_Task description_
Look through the data below and return each line where "Finlan" appears.

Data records
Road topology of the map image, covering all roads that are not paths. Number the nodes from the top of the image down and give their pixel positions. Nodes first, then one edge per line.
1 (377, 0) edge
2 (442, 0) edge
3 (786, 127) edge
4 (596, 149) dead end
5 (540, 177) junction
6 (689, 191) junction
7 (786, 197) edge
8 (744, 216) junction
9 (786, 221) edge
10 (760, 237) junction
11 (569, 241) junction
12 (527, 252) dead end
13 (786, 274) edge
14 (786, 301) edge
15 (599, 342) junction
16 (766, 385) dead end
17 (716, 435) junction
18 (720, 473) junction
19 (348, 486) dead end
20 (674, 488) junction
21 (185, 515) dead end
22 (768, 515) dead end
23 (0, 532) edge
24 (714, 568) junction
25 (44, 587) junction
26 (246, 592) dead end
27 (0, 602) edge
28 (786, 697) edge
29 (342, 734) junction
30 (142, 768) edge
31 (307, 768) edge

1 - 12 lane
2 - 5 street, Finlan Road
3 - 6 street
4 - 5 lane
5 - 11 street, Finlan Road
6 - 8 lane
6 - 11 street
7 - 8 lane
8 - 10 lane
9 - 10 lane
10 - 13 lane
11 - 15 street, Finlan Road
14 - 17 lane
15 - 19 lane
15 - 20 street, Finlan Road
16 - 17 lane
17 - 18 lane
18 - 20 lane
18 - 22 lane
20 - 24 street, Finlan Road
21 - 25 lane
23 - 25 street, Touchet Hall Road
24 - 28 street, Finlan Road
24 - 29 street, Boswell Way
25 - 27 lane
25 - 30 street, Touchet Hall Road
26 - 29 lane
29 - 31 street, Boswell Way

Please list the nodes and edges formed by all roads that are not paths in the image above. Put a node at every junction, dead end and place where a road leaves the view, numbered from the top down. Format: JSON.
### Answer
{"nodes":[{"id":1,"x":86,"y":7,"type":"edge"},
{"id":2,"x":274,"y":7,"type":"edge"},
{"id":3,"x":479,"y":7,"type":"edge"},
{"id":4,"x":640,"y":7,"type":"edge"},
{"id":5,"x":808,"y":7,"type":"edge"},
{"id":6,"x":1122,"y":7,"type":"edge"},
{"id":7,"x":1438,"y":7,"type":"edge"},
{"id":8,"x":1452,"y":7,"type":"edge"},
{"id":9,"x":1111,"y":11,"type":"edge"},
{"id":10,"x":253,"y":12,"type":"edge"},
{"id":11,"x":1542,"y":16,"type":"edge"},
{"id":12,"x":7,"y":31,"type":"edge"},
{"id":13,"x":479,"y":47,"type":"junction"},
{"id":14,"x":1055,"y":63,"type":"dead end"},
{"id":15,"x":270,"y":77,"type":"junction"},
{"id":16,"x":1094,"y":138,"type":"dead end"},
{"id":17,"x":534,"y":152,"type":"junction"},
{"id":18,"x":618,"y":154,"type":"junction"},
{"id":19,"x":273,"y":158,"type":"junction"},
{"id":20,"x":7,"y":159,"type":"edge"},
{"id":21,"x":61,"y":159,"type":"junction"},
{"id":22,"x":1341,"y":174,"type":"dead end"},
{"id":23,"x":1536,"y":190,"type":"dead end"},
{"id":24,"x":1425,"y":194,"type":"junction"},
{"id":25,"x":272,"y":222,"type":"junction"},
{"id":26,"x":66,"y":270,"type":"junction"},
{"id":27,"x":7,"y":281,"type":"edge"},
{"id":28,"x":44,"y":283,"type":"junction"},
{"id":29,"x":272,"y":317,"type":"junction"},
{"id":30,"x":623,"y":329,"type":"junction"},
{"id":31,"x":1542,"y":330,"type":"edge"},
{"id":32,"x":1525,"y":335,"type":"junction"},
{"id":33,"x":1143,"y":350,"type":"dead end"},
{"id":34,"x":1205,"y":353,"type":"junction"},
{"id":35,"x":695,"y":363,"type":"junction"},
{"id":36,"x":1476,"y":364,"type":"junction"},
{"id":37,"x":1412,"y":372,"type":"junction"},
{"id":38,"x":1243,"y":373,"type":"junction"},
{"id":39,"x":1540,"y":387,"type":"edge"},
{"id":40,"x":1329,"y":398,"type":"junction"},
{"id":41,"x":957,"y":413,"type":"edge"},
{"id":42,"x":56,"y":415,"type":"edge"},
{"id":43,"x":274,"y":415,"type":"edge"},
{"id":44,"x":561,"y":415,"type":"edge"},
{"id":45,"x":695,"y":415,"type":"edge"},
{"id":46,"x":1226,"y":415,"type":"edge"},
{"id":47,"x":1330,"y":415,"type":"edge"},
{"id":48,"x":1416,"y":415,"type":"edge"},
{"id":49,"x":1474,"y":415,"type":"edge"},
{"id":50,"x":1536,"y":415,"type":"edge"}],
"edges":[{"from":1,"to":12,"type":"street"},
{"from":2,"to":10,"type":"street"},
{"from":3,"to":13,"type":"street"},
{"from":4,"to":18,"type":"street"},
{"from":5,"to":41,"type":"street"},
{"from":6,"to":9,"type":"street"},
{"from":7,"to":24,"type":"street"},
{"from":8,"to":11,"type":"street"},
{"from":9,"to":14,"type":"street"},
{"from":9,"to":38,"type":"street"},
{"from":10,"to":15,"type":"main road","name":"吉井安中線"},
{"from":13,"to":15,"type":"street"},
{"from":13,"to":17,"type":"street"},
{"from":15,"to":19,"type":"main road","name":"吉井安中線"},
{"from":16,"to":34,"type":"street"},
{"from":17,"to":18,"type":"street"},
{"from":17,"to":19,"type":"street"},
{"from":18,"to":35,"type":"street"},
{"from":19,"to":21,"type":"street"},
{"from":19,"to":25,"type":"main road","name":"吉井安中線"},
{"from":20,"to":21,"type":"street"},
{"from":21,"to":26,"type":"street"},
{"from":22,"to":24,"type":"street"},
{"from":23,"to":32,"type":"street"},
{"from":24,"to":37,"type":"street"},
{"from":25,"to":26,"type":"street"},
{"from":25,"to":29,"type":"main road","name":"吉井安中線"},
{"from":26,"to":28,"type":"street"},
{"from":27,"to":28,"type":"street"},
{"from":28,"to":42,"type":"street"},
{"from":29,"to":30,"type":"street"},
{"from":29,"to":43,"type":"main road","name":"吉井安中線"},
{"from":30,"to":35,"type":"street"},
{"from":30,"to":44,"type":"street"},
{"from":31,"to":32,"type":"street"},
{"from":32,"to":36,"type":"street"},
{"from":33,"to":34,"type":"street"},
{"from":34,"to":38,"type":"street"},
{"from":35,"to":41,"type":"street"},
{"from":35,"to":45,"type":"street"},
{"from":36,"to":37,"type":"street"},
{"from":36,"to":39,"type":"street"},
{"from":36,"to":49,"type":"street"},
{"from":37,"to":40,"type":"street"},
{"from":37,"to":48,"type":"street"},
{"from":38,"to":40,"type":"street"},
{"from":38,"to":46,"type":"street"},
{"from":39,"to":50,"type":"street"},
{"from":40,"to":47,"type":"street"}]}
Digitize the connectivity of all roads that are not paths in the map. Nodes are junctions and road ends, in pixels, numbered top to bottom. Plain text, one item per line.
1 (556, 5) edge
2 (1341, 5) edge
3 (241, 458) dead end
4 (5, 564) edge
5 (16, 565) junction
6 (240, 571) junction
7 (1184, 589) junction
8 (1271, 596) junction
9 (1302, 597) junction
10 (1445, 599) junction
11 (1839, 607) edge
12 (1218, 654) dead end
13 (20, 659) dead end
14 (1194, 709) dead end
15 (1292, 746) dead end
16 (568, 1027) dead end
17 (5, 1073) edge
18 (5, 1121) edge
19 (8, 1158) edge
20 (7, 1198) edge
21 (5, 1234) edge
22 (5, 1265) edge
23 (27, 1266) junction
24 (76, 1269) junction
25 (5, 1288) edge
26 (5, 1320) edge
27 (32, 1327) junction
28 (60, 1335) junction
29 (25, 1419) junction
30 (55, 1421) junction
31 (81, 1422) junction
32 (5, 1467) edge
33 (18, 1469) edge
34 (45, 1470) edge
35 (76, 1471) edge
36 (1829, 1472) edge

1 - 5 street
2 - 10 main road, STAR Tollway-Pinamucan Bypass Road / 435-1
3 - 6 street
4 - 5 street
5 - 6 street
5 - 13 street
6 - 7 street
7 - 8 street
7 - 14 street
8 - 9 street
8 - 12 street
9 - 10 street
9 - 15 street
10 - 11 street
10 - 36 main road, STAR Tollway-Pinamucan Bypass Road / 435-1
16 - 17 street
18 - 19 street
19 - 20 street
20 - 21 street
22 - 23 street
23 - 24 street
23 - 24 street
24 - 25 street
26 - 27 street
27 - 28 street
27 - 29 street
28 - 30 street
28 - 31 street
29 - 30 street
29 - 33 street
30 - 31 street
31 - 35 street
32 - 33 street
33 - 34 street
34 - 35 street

_Reply_
2 - 5 street, Finlan Road
5 - 11 street, Finlan Road
11 - 15 street, Finlan Road
15 - 20 street, Finlan Road
20 - 24 street, Finlan Road
24 - 28 street, Finlan Road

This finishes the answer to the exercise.